Output the entries below without any alteration.

■ ■ ■ ■ ■

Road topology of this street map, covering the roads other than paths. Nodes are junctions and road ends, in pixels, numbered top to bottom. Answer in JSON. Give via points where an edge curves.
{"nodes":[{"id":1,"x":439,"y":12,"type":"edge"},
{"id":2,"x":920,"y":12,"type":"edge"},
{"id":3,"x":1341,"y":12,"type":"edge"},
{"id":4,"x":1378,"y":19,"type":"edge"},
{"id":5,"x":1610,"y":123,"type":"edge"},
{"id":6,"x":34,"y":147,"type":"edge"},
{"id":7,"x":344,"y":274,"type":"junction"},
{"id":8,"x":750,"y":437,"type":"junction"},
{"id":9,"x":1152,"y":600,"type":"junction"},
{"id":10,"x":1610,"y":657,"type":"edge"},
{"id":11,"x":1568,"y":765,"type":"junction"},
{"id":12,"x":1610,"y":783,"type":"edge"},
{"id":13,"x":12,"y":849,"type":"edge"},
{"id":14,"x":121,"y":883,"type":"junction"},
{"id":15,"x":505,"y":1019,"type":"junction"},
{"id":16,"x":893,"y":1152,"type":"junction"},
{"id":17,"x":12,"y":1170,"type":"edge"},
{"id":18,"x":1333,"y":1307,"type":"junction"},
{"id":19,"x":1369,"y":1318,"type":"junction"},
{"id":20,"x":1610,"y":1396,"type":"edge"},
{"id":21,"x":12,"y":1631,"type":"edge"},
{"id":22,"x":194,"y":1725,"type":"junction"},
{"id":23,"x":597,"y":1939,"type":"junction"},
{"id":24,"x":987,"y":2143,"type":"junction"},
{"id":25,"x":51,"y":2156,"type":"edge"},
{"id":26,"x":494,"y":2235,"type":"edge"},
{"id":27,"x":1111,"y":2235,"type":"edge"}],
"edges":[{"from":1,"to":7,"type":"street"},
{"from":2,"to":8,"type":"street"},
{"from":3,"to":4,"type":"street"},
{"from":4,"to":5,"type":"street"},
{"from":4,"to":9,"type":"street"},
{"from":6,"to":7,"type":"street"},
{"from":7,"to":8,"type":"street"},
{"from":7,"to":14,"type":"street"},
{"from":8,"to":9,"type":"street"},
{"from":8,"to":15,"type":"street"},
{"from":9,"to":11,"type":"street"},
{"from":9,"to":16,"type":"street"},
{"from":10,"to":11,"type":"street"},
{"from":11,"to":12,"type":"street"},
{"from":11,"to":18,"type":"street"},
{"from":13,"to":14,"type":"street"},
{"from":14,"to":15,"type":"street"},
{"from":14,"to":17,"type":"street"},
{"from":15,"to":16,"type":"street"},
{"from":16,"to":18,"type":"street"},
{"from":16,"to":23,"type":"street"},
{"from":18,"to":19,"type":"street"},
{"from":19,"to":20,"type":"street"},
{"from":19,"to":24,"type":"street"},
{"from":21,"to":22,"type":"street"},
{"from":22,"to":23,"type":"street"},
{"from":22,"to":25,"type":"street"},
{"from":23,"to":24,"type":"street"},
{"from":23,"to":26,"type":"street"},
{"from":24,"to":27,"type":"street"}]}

■ ■ ■ ■ ■

## Exercise solution
Road topology of this street map, covering the roads other than paths. Nodes are junctions and road ends, in pixels, numbered top to bottom. Answer in JSON. Give via points where an edge curves.
{"nodes":[{"id":1,"x":439,"y":12,"type":"edge"},
{"id":2,"x":920,"y":12,"type":"edge"},
{"id":3,"x":1341,"y":12,"type":"edge"},
{"id":4,"x":1378,"y":19,"type":"edge"},
{"id":5,"x":1610,"y":123,"type":"edge"},
{"id":6,"x":34,"y":147,"type":"edge"},
{"id":7,"x":344,"y":274,"type":"junction"},
{"id":8,"x":750,"y":437,"type":"junction"},
{"id":9,"x":1152,"y":600,"type":"junction"},
{"id":10,"x":1610,"y":657,"type":"edge"},
{"id":11,"x":1568,"y":765,"type":"junction"},
{"id":12,"x":1610,"y":783,"type":"edge"},
{"id":13,"x":12,"y":849,"type":"edge"},
{"id":14,"x":121,"y":883,"type":"junction"},
{"id":15,"x":505,"y":1019,"type":"junction"},
{"id":16,"x":893,"y":1152,"type":"junction"},
{"id":17,"x":12,"y":1170,"type":"edge"},
{"id":18,"x":1333,"y":1307,"type":"junction"},
{"id":19,"x":1369,"y":1318,"type":"junction"},
{"id":20,"x":1610,"y":1396,"type":"edge"},
{"id":21,"x":12,"y":1631,"type":"edge"},
{"id":22,"x":194,"y":1725,"type":"junction"},
{"id":23,"x":597,"y":1939,"type":"junction"},
{"id":24,"x":987,"y":2143,"type":"junction"},
{"id":25,"x":51,"y":2156,"type":"edge"},
{"id":26,"x":494,"y":2235,"type":"edge"},
{"id":27,"x":1111,"y":2235,"type":"edge"}],
"edges":[{"from":1,"to":7,"type":"street"},
{"from":2,"to":8,"type":"street"},
{"from":3,"to":4,"type":"street"},
{"from":4,"to":5,"type":"street"},
{"from":4,"to":9,"type":"street"},
{"from":6,"to":7,"type":"street"},
{"from":7,"to":8,"type":"street"},
{"from":7,"to":14,"type":"street"},
{"from":8,"to":9,"type":"street"},
{"from":8,"to":15,"type":"street"},
{"from":9,"to":11,"type":"street"},
{"from":9,"to":16,"type":"street"},
{"from":10,"to":11,"type":"street"},
{"from":11,"to":12,"type":"street"},
{"from":11,"to":18,"type":"street"},
{"from":13,"to":14,"type":"street"},
{"from":14,"to":15,"type":"street"},
{"from":14,"to":17,"type":"street"},
{"from":15,"to":16,"type":"street"},
{"from":16,"to":18,"type":"street"},
{"from":16,"to":23,"type":"street"},
{"from":18,"to":19,"type":"street"},
{"from":19,"to":20,"type":"street"},
{"from":19,"to":24,"type":"street"},
{"from":21,"to":22,"type":"street"},
{"from":22,"to":23,"type":"street"},
{"from":22,"to":25,"type":"street"},
{"from":23,"to":24,"type":"street"},
{"from":23,"to":26,"type":"street"},
{"from":24,"to":27,"type":"street"}]}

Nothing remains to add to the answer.